New use of "unless"?

Laurence Horn laurence.horn at YALE.EDU
Tue Jan 23 05:24:42 UTC 2001

At 11:47 AM -0500 1/23/01, Gregory {Greg} Downing wrote:
>At 11:27 AM 1/23/2001 +0800, you wrote:
>>This would be one of many cases where the OED's "obs." should really
>>be "obs. and dial."  I don't think "lest" necessarily figures in
>>larry [horn]
>The English Dialect Dictionary might help with the possible history of
>nonstandard "unle(a)st" between 1600 and 1900, but I don't have a copy here
>with me.

No listings; the only variants are "onless" and "unlessen".  No
"unlest" or "unleast" at all in Wright.

>It's hard to be sure where the "t" comes in.
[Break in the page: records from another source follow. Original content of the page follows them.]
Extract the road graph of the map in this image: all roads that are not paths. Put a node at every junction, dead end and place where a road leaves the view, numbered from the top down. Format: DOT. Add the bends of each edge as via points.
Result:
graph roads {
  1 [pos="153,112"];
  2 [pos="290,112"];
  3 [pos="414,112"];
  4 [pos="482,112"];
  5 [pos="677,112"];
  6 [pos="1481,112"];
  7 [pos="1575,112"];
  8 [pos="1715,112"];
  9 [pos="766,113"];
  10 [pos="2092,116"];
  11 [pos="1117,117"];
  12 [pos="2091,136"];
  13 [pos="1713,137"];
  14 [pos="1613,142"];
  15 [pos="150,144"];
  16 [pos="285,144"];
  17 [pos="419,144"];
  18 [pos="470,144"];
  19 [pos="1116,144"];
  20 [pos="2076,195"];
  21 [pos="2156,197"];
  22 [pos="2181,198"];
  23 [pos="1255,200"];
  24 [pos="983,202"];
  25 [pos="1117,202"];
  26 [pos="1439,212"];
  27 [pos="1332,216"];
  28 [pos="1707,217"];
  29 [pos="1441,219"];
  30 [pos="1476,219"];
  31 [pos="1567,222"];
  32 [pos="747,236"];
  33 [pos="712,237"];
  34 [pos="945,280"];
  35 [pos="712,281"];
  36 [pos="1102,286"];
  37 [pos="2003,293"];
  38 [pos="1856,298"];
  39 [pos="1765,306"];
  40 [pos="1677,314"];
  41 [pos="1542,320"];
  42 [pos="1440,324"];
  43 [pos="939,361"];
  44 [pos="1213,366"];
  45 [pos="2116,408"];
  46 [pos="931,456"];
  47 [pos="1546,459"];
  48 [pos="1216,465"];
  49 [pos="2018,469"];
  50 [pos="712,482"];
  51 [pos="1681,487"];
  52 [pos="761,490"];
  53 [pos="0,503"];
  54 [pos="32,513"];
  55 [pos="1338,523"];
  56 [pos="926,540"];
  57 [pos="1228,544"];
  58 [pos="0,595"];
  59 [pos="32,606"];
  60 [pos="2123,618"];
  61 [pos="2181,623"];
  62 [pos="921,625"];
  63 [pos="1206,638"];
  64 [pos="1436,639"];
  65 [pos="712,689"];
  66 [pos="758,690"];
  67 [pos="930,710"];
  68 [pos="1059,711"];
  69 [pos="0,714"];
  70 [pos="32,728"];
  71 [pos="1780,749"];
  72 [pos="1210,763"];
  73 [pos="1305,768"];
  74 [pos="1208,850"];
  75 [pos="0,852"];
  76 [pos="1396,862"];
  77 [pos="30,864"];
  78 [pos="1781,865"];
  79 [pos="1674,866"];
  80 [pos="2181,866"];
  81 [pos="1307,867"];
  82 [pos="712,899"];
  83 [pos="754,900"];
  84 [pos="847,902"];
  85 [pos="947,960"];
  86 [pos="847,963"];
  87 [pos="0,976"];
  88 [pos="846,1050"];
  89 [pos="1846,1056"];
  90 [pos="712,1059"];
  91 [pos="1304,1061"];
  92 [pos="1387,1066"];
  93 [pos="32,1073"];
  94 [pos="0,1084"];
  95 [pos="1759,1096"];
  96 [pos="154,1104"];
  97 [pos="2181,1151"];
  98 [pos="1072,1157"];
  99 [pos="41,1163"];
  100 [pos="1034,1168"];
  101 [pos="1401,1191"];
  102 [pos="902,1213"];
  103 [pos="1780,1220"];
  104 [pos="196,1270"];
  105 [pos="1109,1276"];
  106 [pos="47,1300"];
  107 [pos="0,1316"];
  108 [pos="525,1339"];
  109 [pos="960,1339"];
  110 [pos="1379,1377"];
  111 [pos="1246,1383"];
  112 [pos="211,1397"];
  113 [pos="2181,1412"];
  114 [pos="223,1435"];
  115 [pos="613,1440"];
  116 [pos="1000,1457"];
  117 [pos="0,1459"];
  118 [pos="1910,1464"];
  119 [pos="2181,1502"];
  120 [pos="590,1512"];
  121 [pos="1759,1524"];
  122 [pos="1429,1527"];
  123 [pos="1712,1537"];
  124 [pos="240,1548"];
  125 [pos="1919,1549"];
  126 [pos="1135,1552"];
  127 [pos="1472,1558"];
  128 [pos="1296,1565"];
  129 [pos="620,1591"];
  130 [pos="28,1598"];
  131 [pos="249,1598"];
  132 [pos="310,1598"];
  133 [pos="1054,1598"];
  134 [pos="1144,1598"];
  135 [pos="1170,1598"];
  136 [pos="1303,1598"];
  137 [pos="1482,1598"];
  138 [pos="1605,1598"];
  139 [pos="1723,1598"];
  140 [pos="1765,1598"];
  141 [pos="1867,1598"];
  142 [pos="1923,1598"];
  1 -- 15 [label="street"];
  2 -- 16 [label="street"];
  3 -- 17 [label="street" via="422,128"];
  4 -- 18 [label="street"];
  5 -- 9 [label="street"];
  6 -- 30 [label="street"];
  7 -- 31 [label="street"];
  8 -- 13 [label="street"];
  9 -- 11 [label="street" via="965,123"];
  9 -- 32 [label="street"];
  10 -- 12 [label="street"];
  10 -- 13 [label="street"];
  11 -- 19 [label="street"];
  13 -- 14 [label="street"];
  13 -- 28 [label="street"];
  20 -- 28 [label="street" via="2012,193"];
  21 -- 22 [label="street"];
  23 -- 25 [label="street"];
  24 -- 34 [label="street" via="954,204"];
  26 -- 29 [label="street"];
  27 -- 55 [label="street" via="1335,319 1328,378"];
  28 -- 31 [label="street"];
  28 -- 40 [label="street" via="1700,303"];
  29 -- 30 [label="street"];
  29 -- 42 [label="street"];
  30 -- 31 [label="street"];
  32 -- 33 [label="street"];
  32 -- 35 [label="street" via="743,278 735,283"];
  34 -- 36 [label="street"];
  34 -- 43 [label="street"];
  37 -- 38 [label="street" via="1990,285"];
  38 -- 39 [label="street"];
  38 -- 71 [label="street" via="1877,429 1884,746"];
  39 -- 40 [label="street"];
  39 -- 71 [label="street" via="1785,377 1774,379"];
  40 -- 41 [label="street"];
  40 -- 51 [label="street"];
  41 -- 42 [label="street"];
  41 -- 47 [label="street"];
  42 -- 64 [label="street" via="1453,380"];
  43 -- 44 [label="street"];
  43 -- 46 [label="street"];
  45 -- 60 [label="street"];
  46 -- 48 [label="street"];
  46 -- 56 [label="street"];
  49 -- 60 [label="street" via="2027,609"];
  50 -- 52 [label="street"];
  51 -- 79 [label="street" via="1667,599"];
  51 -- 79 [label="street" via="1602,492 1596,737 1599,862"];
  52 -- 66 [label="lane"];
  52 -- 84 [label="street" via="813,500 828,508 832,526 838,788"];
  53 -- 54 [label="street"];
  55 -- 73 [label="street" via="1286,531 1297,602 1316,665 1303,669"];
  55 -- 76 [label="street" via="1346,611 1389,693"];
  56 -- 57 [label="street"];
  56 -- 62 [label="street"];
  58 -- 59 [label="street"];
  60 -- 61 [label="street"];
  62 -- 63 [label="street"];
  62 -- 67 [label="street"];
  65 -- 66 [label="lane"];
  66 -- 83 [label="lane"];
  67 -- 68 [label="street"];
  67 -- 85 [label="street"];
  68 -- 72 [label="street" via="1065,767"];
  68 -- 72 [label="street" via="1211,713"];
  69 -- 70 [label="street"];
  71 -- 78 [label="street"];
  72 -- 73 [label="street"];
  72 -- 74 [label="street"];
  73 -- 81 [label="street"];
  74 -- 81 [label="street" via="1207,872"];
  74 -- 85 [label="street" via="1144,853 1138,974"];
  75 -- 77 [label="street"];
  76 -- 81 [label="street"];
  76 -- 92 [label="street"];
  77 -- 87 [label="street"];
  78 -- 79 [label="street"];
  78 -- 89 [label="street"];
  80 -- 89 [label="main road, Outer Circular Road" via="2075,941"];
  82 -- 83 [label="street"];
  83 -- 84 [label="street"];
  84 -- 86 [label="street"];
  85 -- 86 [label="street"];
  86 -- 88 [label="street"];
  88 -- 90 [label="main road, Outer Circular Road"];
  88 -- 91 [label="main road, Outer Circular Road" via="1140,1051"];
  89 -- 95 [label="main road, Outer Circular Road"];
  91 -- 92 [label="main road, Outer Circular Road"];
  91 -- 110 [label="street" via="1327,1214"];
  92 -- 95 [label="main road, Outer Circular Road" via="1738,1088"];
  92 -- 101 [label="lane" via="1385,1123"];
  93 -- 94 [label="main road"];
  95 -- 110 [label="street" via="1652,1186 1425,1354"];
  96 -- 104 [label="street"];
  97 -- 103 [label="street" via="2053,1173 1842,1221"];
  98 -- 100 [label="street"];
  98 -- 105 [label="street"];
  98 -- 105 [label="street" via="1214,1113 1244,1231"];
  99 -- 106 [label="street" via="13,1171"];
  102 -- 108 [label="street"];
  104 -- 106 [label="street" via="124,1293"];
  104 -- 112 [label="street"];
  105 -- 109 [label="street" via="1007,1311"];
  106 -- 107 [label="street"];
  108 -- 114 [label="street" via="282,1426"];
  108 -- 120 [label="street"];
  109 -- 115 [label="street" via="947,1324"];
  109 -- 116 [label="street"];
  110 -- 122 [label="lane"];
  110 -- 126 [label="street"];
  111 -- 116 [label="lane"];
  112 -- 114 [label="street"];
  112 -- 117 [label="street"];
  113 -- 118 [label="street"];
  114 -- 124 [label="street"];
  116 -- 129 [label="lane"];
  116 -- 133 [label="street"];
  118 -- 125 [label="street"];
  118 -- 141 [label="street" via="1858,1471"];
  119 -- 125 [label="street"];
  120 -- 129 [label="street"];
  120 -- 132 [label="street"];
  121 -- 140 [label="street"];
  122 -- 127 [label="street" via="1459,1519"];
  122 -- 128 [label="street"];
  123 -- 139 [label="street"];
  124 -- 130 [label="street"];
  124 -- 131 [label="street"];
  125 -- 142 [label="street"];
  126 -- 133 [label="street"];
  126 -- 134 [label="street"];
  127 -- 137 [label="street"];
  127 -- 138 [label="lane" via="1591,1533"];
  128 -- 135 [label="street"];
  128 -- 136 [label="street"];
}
It could be liaison, as
>suggested earlier, and/or a natural enough (con)fusion of two conjunctions
>having similar sounds and not unrelated meanings, due (after all) to a
>geunine genetic link.
Again, I have to dissent.  I think it's more likely that, as Beverly
suggested, "unlest" is related (phonologically) to "acrosst" and
"oncet".  There's no sign that "lest" ('so that not', 'for fear
that') and "unless"--whether cousins or siblings--were ever usable
interchangeably; I've mostly used the former when I was translating
Lat. "ne" + subjunctive in high school but even those who do use it
seem to use it in a register-restricted way.